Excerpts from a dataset

►

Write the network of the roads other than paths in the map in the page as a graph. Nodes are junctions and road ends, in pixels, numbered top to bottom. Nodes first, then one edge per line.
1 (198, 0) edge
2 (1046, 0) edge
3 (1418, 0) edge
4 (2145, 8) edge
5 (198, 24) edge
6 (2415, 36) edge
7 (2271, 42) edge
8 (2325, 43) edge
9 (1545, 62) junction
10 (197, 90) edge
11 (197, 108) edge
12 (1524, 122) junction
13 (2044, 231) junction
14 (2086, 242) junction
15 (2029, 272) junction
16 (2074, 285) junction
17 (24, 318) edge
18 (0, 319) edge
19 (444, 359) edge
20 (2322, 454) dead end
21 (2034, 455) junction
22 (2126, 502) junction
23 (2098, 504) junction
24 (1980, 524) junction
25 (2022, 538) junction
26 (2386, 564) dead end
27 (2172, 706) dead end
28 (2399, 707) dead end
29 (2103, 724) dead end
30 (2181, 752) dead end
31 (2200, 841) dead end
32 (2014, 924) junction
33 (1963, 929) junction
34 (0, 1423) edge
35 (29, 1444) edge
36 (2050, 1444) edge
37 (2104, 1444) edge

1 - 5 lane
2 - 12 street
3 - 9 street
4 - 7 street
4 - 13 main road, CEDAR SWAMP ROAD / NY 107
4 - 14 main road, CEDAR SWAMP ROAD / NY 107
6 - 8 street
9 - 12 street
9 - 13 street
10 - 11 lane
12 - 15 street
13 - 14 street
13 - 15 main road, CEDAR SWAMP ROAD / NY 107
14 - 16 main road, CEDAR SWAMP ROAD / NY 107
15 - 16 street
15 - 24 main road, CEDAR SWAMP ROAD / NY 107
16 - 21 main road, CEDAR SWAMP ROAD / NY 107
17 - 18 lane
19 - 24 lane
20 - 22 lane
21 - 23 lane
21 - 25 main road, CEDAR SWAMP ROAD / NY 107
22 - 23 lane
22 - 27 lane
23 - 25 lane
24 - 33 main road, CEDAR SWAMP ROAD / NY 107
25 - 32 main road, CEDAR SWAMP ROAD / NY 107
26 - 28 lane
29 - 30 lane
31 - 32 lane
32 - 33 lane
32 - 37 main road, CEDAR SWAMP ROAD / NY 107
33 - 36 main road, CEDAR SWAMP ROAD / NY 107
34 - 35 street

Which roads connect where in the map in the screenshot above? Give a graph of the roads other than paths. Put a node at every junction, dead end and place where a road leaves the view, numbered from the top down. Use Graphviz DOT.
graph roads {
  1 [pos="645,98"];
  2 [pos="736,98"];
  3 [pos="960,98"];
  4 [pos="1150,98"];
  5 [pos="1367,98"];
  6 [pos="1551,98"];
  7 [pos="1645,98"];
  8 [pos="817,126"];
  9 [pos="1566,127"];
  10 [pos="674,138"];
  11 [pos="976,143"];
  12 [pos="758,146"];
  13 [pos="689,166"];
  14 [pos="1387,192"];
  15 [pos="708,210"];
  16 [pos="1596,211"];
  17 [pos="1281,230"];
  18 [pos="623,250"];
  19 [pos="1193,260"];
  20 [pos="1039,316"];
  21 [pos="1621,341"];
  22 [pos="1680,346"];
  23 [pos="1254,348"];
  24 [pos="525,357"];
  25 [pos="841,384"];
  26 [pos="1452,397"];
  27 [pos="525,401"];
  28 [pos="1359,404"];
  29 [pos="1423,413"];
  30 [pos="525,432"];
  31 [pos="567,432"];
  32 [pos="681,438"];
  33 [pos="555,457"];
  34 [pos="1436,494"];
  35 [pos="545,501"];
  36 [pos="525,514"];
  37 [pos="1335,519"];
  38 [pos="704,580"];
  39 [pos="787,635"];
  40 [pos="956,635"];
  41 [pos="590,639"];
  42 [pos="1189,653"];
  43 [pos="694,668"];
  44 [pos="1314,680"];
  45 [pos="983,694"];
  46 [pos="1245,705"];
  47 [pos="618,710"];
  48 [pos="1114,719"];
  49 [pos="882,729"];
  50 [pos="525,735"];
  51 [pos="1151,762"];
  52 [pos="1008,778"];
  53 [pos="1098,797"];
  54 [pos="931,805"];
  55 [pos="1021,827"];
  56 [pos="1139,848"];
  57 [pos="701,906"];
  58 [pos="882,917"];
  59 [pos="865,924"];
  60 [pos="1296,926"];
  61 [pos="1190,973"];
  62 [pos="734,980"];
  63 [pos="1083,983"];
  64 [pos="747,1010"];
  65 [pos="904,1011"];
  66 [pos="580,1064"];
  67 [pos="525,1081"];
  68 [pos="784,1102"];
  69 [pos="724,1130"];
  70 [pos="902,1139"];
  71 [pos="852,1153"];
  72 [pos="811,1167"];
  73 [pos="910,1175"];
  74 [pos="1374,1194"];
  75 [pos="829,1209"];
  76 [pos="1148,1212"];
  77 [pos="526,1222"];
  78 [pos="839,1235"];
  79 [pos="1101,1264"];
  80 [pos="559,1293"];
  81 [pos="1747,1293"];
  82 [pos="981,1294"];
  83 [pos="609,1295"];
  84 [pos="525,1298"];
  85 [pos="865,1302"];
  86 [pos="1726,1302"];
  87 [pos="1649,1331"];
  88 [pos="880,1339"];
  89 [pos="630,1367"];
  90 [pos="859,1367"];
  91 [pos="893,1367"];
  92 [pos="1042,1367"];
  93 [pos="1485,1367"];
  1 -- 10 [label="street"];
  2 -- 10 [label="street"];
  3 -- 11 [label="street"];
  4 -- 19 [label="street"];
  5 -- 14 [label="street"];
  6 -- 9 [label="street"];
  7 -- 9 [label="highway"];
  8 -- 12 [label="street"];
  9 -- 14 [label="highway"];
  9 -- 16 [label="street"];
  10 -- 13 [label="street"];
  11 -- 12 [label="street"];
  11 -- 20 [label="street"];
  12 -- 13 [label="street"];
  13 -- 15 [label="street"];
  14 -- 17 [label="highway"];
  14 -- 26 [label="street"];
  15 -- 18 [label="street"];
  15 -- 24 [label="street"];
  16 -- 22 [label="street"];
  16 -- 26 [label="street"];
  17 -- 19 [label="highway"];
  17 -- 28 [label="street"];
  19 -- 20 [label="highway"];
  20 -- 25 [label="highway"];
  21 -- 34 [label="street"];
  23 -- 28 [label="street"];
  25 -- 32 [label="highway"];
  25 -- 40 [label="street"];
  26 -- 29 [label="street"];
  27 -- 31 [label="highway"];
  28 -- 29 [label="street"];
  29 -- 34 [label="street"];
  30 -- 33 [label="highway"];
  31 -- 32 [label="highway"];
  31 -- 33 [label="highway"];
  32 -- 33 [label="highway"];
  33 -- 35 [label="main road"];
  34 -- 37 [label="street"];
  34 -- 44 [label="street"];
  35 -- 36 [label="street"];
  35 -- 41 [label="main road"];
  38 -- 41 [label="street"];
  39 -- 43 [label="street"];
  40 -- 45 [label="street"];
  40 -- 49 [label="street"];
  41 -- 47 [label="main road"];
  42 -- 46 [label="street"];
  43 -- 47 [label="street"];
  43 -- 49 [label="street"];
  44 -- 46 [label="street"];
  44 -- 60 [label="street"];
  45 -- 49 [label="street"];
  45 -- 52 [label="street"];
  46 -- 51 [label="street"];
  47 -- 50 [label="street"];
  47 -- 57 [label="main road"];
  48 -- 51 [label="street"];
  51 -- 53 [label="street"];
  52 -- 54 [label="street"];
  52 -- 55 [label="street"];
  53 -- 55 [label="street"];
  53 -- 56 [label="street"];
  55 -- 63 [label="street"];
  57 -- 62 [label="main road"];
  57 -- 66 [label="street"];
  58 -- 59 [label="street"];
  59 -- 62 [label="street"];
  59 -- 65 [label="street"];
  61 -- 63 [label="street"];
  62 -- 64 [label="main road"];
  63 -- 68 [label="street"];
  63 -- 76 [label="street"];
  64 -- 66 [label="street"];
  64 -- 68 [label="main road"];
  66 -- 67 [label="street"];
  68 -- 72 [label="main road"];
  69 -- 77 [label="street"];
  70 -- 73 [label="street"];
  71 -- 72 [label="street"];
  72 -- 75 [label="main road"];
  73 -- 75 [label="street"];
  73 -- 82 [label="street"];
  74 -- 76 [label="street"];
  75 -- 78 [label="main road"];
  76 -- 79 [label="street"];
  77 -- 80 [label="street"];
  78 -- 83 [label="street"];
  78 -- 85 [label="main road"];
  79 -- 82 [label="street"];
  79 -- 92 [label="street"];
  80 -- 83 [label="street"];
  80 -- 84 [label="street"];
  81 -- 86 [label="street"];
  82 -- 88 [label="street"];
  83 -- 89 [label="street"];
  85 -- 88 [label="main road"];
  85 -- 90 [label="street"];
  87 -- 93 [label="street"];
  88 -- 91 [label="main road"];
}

◄

Pull out every line above that holds the word "SWAMP".

4 - 13 main road, CEDAR SWAMP ROAD / NY 107
4 - 14 main road, CEDAR SWAMP ROAD / NY 107
13 - 15 main road, CEDAR SWAMP ROAD / NY 107
14 - 16 main road, CEDAR SWAMP ROAD / NY 107
15 - 24 main road, CEDAR SWAMP ROAD / NY 107
16 - 21 main road, CEDAR SWAMP ROAD / NY 107
21 - 25 main road, CEDAR SWAMP ROAD / NY 107
24 - 33 main road, CEDAR SWAMP ROAD / NY 107
25 - 32 main road, CEDAR SWAMP ROAD / NY 107
32 - 37 main road, CEDAR SWAMP ROAD / NY 107
33 - 36 main road, CEDAR SWAMP ROAD / NY 107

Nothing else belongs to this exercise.